TASK GOAL.
Reproduce the entries beneath exactly, without their images.

═════ LISTED RECORDS ═════

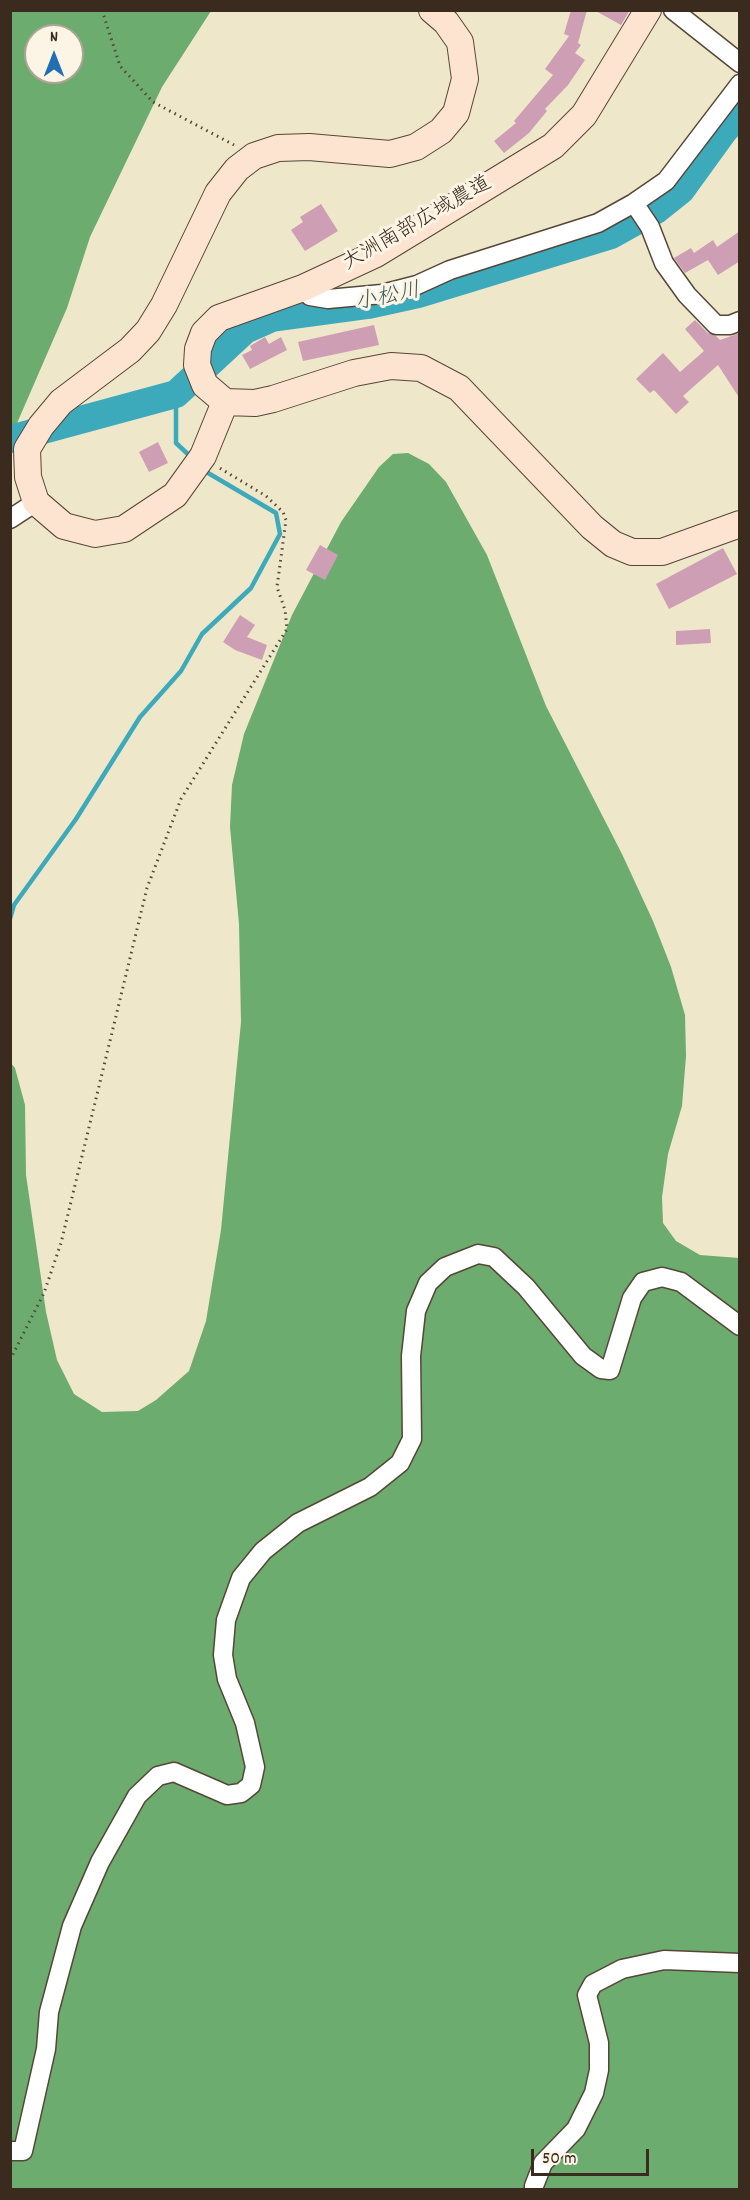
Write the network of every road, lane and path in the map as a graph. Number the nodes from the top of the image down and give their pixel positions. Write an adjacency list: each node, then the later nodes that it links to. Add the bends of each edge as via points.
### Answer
1 (102, 10): 7 (path, via 120,66 153,102)
2 (432, 10): 7 (street, via 460,42 465,79 456,113 441,131 416,147 390,154 309,147 278,148)
3 (648, 10): 9 (street, 大洲南部広域農道, via 584,115 552,146 376,254)
4 (673, 10): 5 (street)
5 (740, 63)
6 (740, 84): 8 (street, via 666,181)
7 (254, 156): 13 (street, via 237,169 218,193 148,331 61,402 41,426 27,449 28,477)
8 (637, 206): 9 (street, via 598,223 382,294 328,299 310,296); 10 (street, via 664,263 687,295 716,325)
9 (303, 288): 11 (street, 大洲南部広域農道, via 219,318 204,333 197,365 205,385)
10 (740, 321)
11 (225, 402): 12 (street); 15 (street, via 255,403 390,366 421,368 459,388 613,544 632,552 662,552)
12 (203, 456): 13 (street, via 175,495 124,529 95,534 64,526); 17 (path, via 266,496 283,512 286,520 277,587 287,629 181,799 151,877 60,1243 44,1293)
13 (36, 502): 14 (street)
14 (10, 519)
15 (740, 524)
16 (740, 1326): 19 (street, via 681,1282 662,1277 643,1282 632,1298 610,1370 602,1369 583,1356 526,1287 494,1257 478,1254 445,1267 428,1283 416,1311 411,1356 412,1439 400,1463 370,1487 298,1523 263,1551 241,1578 226,1620 223,1654 255,1767 251,1785 241,1793 227,1795 174,1772 158,1776 137,1796 100,1862 72,1926 49,2012 46,2049 23,2151)
17 (10, 1360)
18 (740, 1963): 20 (street, via 664,1960 622,1969 593,1984 587,1995 599,2043 594,2093 576,2129 543,2163)
19 (10, 2151)
20 (534, 2190)

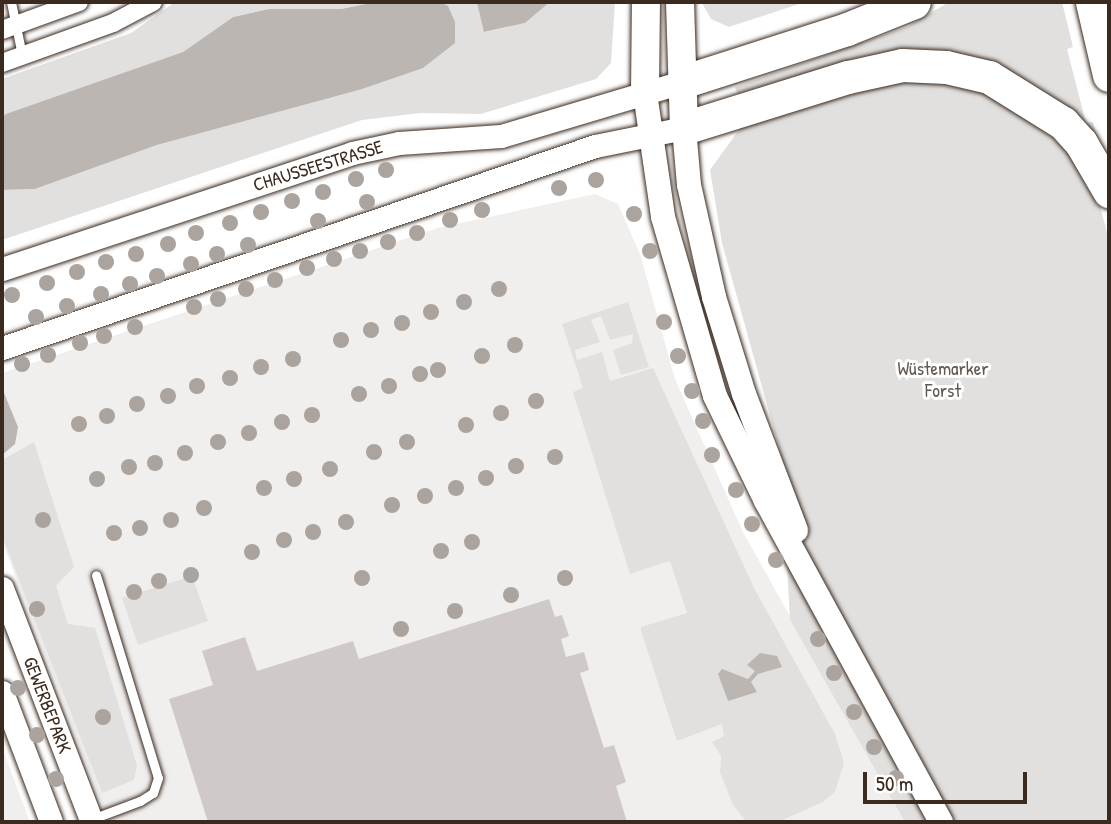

═════

YOUR RESPONSE.
Write the network of every road, lane and path in the map as a graph. Number the nodes from the top of the image down and give their pixel positions. Write an adjacency list: each node, then the later nodes that it links to. Add the bends of each edge as via points.
### Answer
1 (102, 10): 7 (path, via 120,66 153,102)
2 (432, 10): 7 (street, via 460,42 465,79 456,113 441,131 416,147 390,154 309,147 278,148)
3 (648, 10): 9 (street, 大洲南部広域農道, via 584,115 552,146 376,254)
4 (673, 10): 5 (street)
5 (740, 63)
6 (740, 84): 8 (street, via 666,181)
7 (254, 156): 13 (street, via 237,169 218,193 148,331 61,402 41,426 27,449 28,477)
8 (637, 206): 9 (street, via 598,223 382,294 328,299 310,296); 10 (street, via 664,263 687,295 716,325)
9 (303, 288): 11 (street, 大洲南部広域農道, via 219,318 204,333 197,365 205,385)
10 (740, 321)
11 (225, 402): 12 (street); 15 (street, via 255,403 390,366 421,368 459,388 613,544 632,552 662,552)
12 (203, 456): 13 (street, via 175,495 124,529 95,534 64,526); 17 (path, via 266,496 283,512 286,520 277,587 287,629 181,799 151,877 60,1243 44,1293)
13 (36, 502): 14 (street)
14 (10, 519)
15 (740, 524)
16 (740, 1326): 19 (street, via 681,1282 662,1277 643,1282 632,1298 610,1370 602,1369 583,1356 526,1287 494,1257 478,1254 445,1267 428,1283 416,1311 411,1356 412,1439 400,1463 370,1487 298,1523 263,1551 241,1578 226,1620 223,1654 255,1767 251,1785 241,1793 227,1795 174,1772 158,1776 137,1796 100,1862 72,1926 49,2012 46,2049 23,2151)
17 (10, 1360)
18 (740, 1963): 20 (street, via 664,1960 622,1969 593,1984 587,1995 599,2043 594,2093 576,2129 543,2163)
19 (10, 2151)
20 (534, 2190)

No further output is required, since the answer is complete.